Hempel: Da tut sich viel. Auf der einen Seite experimentieren die Händler schon mit Lieferzeiten unter zwei Stunden für bestimmte Produkte. Auf der anderen Seite sperren Kommunen wie Hamburg Teile der Altstadt für Autos. Die Logistik braucht aber Umschlagsplätze für die Waren in der City. Jede Stadt versucht da unterschiedliche Modelle: Man nutzt Dark Stores, also ungenutzte Einzelhandelsflächen, oder man bezieht Wasserwege und U-Bahnen in den Transport mit ein. Es wird spannend zu sehen, ob das funktioniert.
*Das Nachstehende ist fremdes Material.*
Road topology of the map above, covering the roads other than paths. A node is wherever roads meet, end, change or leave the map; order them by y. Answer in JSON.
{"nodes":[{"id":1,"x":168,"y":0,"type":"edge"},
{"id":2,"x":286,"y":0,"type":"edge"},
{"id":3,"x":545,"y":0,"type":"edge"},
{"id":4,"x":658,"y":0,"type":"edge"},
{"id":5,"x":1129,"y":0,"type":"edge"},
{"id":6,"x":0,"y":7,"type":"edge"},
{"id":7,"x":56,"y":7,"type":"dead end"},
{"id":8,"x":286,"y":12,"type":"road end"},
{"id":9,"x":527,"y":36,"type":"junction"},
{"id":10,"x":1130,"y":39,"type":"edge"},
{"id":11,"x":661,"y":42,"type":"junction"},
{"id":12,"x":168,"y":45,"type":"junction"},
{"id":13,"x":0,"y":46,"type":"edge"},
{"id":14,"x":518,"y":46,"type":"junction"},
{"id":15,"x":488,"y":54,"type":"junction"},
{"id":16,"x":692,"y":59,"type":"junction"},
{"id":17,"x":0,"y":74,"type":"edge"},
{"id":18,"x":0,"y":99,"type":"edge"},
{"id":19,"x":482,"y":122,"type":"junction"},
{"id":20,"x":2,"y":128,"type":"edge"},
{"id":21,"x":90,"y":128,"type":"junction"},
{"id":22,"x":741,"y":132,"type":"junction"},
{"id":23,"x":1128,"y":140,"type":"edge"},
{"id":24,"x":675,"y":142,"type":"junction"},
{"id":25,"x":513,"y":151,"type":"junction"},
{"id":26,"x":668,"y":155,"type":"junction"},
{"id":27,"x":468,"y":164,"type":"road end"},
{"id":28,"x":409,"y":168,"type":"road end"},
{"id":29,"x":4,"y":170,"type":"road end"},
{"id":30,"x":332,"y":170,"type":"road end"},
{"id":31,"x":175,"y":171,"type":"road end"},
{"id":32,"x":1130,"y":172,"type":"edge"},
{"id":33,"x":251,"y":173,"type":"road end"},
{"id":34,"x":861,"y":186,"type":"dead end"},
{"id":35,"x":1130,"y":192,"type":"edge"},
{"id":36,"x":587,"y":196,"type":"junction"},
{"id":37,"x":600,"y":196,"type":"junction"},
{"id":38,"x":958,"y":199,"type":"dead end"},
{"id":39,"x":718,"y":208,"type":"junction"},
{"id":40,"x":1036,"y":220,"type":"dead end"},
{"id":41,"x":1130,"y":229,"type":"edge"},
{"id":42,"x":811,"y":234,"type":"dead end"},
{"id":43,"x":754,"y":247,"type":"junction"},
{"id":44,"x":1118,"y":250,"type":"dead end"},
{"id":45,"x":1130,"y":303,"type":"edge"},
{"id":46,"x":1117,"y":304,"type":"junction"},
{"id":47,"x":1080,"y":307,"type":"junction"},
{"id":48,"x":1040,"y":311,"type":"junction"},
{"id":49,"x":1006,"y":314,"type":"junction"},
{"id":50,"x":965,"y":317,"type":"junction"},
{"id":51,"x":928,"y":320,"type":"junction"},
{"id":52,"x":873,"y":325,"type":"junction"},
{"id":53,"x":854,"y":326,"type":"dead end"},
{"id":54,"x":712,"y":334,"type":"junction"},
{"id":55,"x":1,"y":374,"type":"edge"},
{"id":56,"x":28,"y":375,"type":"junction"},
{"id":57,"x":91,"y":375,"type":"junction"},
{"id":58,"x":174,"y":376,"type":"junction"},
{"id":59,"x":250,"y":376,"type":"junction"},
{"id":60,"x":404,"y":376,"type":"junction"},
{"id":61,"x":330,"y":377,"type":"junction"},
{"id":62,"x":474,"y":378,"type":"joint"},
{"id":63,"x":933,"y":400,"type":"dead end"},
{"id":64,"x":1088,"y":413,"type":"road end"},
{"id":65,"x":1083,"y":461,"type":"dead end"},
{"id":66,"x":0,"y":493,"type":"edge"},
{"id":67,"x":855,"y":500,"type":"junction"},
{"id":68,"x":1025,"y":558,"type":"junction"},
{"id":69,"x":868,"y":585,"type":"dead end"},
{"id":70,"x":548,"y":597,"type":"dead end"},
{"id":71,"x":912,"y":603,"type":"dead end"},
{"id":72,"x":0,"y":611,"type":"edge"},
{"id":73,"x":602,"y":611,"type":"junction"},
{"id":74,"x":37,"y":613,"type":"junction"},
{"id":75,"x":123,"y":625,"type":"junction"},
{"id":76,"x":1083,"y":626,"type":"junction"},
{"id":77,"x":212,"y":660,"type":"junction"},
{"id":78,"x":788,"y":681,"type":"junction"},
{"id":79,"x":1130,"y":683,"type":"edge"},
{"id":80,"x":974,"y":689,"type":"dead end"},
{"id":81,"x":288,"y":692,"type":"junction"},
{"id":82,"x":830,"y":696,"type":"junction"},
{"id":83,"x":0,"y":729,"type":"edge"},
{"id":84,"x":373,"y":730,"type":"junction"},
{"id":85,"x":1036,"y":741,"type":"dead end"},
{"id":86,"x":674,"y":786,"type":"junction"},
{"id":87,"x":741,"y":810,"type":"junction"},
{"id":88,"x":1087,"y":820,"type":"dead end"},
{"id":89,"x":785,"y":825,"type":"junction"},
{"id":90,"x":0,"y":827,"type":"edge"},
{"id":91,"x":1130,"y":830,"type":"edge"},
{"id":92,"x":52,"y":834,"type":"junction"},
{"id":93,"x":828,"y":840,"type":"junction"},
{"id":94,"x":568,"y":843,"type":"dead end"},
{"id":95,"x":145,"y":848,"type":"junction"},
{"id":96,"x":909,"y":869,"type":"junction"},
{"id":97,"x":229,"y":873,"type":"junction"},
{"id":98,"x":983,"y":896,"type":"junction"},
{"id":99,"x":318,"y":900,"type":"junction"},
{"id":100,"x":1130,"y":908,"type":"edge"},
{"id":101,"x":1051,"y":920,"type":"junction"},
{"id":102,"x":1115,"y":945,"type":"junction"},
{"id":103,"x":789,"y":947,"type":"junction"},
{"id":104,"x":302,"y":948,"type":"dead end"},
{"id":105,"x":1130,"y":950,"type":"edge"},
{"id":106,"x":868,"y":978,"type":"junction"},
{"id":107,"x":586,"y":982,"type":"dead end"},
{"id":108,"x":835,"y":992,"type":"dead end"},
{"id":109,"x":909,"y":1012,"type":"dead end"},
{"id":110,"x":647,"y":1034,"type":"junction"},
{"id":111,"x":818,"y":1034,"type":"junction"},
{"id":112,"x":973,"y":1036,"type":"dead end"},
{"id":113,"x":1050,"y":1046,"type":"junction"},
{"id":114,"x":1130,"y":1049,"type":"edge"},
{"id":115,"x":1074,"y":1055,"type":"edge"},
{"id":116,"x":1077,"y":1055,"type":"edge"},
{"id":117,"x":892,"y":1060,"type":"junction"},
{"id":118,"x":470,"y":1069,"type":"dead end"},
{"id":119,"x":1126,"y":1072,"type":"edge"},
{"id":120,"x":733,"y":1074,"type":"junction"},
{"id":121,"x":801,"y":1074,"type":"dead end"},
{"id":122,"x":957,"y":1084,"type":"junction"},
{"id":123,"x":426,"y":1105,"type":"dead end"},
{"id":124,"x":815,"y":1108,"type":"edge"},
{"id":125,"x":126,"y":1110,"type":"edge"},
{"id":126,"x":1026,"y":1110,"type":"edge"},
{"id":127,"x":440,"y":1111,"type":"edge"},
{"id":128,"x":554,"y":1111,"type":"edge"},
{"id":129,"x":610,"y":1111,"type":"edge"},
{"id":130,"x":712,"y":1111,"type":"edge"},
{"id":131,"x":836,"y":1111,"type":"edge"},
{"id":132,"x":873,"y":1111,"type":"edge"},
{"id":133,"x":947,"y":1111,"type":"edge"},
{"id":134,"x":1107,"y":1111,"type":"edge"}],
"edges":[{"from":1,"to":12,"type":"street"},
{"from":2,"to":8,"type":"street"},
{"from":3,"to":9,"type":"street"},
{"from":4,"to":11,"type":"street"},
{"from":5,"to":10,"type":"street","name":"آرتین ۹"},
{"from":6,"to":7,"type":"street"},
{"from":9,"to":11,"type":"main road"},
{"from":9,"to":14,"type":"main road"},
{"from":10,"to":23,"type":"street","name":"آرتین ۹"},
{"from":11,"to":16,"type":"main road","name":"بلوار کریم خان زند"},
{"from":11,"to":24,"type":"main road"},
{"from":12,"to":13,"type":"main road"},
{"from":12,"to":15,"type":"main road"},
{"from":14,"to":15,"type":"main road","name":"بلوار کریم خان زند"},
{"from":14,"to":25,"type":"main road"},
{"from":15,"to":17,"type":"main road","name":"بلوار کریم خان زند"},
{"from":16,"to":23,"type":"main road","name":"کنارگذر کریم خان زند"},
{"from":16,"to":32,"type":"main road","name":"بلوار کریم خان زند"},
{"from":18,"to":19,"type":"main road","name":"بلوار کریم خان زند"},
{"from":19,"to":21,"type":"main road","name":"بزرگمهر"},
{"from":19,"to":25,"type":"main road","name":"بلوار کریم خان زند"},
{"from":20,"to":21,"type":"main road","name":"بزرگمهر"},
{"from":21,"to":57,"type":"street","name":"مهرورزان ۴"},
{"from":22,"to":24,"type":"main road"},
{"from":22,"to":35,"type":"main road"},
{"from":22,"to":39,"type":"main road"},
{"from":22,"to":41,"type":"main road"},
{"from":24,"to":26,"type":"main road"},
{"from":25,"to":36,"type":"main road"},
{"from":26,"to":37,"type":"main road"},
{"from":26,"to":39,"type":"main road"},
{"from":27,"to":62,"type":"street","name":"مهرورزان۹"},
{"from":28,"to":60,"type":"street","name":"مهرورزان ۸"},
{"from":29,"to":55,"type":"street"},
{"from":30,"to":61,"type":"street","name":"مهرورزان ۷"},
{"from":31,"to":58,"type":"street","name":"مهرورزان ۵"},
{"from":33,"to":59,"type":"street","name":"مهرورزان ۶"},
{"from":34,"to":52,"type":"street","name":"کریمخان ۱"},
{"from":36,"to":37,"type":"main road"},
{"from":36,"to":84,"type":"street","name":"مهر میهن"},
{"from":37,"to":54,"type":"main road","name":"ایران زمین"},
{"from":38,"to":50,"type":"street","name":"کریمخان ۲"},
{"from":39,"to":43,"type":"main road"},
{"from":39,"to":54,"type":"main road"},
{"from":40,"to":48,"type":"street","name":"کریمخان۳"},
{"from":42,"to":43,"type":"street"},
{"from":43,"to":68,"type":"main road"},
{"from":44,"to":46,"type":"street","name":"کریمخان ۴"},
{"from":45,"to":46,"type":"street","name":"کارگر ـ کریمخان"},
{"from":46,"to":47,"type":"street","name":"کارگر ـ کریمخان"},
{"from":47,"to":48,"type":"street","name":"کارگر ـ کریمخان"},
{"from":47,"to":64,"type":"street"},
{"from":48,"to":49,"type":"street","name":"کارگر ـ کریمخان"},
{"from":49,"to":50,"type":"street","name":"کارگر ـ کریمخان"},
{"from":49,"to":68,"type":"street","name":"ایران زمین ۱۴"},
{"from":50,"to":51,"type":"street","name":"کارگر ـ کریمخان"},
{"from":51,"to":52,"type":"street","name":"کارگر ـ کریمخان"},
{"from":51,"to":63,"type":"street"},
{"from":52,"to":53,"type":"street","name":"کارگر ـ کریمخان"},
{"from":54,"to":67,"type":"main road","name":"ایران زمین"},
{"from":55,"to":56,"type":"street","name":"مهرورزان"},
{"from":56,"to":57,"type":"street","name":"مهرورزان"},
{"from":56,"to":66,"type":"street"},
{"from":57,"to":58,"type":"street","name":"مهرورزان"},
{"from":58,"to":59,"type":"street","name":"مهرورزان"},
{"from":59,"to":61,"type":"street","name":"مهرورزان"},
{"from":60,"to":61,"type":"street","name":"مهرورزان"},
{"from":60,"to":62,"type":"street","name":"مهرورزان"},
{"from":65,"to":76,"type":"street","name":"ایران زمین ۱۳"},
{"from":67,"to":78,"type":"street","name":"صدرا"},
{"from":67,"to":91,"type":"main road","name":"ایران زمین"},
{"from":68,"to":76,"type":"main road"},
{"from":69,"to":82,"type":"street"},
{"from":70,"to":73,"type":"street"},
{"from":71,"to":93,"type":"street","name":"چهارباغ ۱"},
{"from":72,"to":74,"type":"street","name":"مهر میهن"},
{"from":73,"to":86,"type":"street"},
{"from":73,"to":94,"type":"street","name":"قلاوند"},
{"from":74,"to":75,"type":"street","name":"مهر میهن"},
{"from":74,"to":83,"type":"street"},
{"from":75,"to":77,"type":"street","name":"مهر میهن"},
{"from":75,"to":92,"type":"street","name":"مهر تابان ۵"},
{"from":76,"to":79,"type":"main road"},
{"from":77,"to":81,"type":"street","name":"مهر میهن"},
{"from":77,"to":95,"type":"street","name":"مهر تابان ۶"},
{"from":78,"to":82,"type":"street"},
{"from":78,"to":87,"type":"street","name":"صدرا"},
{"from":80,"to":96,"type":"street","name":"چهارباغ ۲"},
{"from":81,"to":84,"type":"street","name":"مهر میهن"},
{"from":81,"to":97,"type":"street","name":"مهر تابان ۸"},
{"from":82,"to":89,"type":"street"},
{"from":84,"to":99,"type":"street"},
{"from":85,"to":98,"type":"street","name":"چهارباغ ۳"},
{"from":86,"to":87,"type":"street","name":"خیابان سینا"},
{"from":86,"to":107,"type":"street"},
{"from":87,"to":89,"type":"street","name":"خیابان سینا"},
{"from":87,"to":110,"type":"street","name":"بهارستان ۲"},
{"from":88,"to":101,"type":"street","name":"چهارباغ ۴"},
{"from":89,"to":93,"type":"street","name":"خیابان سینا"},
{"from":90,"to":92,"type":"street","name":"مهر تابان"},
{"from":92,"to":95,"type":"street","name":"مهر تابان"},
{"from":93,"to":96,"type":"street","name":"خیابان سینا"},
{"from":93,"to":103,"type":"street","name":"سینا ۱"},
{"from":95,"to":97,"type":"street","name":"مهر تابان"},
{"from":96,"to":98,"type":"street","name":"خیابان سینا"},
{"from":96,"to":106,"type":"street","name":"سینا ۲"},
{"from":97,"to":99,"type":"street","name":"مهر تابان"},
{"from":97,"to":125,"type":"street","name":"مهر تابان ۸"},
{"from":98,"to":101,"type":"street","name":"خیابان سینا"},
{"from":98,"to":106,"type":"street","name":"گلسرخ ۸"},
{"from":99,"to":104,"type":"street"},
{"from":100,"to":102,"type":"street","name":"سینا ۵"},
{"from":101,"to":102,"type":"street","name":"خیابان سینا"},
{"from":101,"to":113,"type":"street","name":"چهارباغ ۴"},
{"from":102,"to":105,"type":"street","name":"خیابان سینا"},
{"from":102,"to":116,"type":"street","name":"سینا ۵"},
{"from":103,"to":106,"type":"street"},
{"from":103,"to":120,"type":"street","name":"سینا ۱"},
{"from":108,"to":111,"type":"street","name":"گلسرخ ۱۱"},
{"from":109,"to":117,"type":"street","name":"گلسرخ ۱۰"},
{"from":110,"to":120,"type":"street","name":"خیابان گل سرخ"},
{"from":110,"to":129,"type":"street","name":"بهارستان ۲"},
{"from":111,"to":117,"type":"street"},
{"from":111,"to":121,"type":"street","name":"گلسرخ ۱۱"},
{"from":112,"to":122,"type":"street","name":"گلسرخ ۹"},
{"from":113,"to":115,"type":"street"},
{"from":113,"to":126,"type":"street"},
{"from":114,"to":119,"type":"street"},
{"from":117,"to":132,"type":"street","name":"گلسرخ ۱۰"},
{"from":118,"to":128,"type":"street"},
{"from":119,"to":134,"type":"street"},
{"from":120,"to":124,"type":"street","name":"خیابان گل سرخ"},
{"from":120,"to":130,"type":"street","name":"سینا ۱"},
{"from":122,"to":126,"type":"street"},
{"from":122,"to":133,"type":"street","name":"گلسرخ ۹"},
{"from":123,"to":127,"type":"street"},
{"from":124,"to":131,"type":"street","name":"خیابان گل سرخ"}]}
IZ: Sind mehrstöckige Immobilien da die Lösung?

Hempel: Das kommt darauf an. Mancher Wettbewerber arbeitet mit äußeren Rampen. Daran glauben wir nicht, der Flächenverbrauch ist hoch und der Unterhalt schwierig. Das reine Stapeln von Logistik auf zwei oder mehreren Stockwerken machen wir nicht. Die hohe Deckenlast auf den oberen Ebenen erfordert einen riesigen Bauaufwand. Außerdem schaffen mehrstöckige Logistikimmobilien mehr Verkehr auf einem Punkt. Das ist genau das, was die Städte nicht wollen.

IZ: Aber Garbe will doch mit dem Objekttyp Industrial Cube auch in die Höhe?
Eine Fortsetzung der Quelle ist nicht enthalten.